Immediately to the northwest of areas of known mineralization the SAM unit, the unit thins

rapidly to less than 200 feet thick, and potential for significant veins is limited by the

narrow thickness of the host unit.

11. Outside the immediate area of the mine workings, high exploration potential exists for

the discovery of new vein systems in several environments within the San Antonio property:

(i) in other portions of the SAM unit where the unit forms thickened lobes of optimum

thickness, or where sinistral east-west trending shear zones that may represent the

manifestation of vein controlling structures laterally or vertically, are developed, (ii) in unit

A, a gabbro-mafic volcanic unit that occurs south of and parallel to the SAM unit, and

which has the potential to host similar styles of mineralization, particularly where the

Normandy Creek shear zone is projected to intersect it, and (iii) where the northwest

trending Rice Lake shear zone intersects the SAM unit and unit A.

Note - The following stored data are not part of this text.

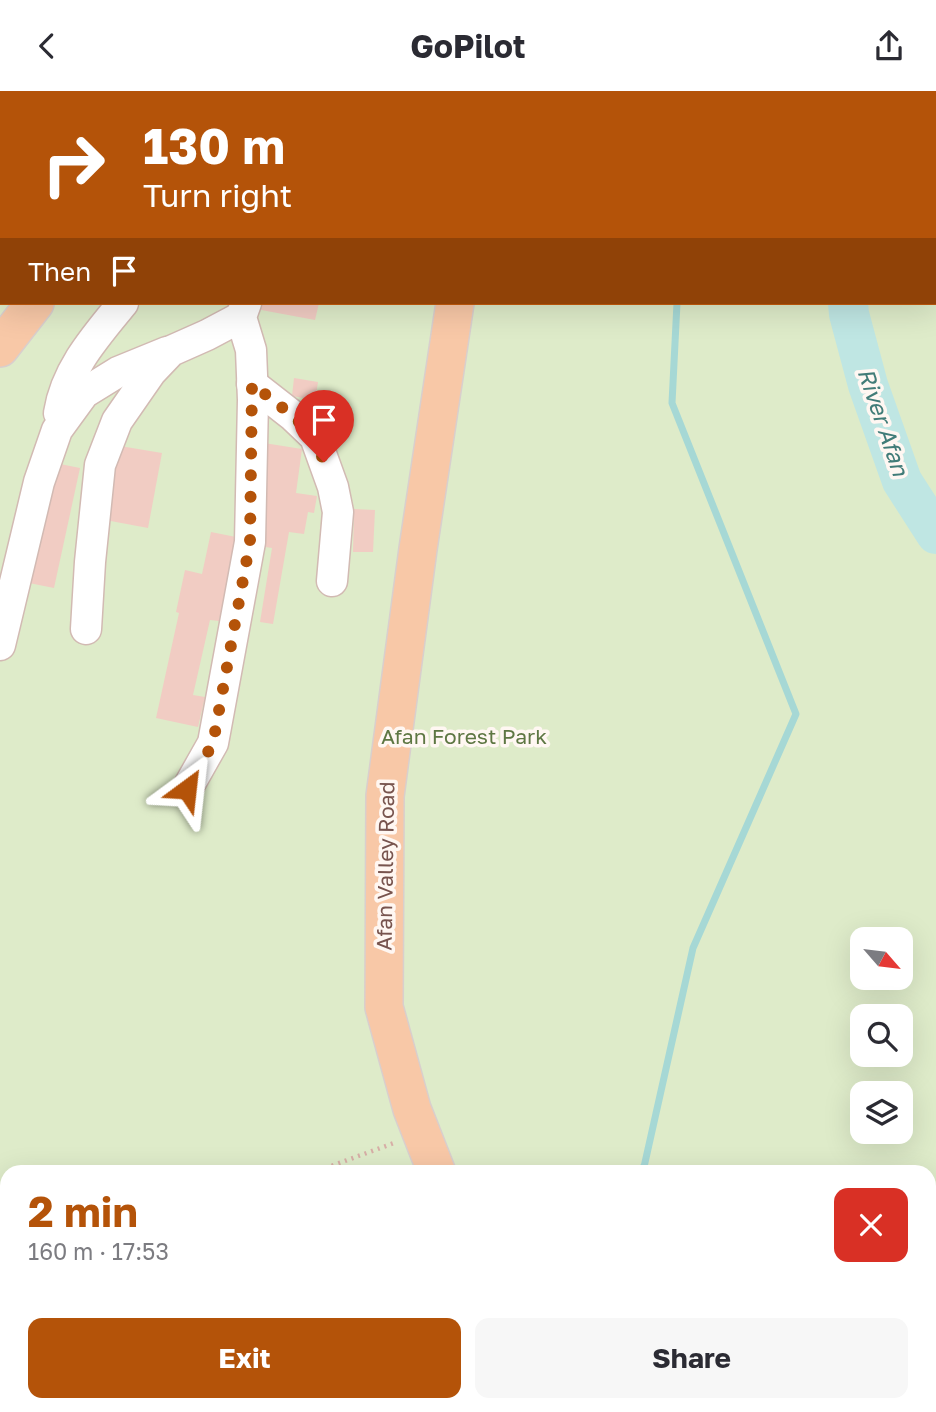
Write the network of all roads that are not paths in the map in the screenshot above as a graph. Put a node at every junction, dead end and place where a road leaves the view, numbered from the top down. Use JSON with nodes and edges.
{"nodes":[{"id":1,"x":33,"y":305,"type":"edge"},
{"id":2,"x":121,"y":305,"type":"edge"},
{"id":3,"x":455,"y":305,"type":"edge"},
{"id":4,"x":243,"y":310,"type":"edge"},
{"id":5,"x":0,"y":348,"type":"edge"},
{"id":6,"x":171,"y":351,"type":"junction"},
{"id":7,"x":252,"y":384,"type":"junction"},
{"id":8,"x":57,"y":430,"type":"junction"},
{"id":9,"x":332,"y":581,"type":"dead end"},
{"id":10,"x":86,"y":629,"type":"dead end"},
{"id":11,"x":0,"y":645,"type":"edge"},
{"id":12,"x":187,"y":789,"type":"dead end"},
{"id":13,"x":434,"y":1165,"type":"edge"}],
"edges":[{"from":1,"to":5,"type":"main road"},
{"from":2,"to":8,"type":"lane"},
{"from":3,"to":13,"type":"main road","name":"Afan Valley Road"},
{"from":4,"to":6,"type":"lane"},
{"from":4,"to":7,"type":"lane"},
{"from":6,"to":8,"type":"lane"},
{"from":6,"to":10,"type":"lane"},
{"from":7,"to":9,"type":"lane"},
{"from":7,"to":12,"type":"lane"},
{"from":8,"to":11,"type":"lane"}]}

12. The syn-D2 structural timing of vein systems at the San Antonio mine is similar to that

of the dextral, southeast-trending Wanipigow and Manigotagan shear zones that bound the

Rice Lake greenstone belt. The orientations and kinematics of stockwork veins and 16-type

shear veins are consistent with formation as extensional veins, and sinistral antithetic shear

veins, respectively, in a transpressive environment controlled by these shear zones. This

setting is similar to many other Archean gold systems, which occur in minor structures

adjacent to, and coeval with, crustal-scale shear zones.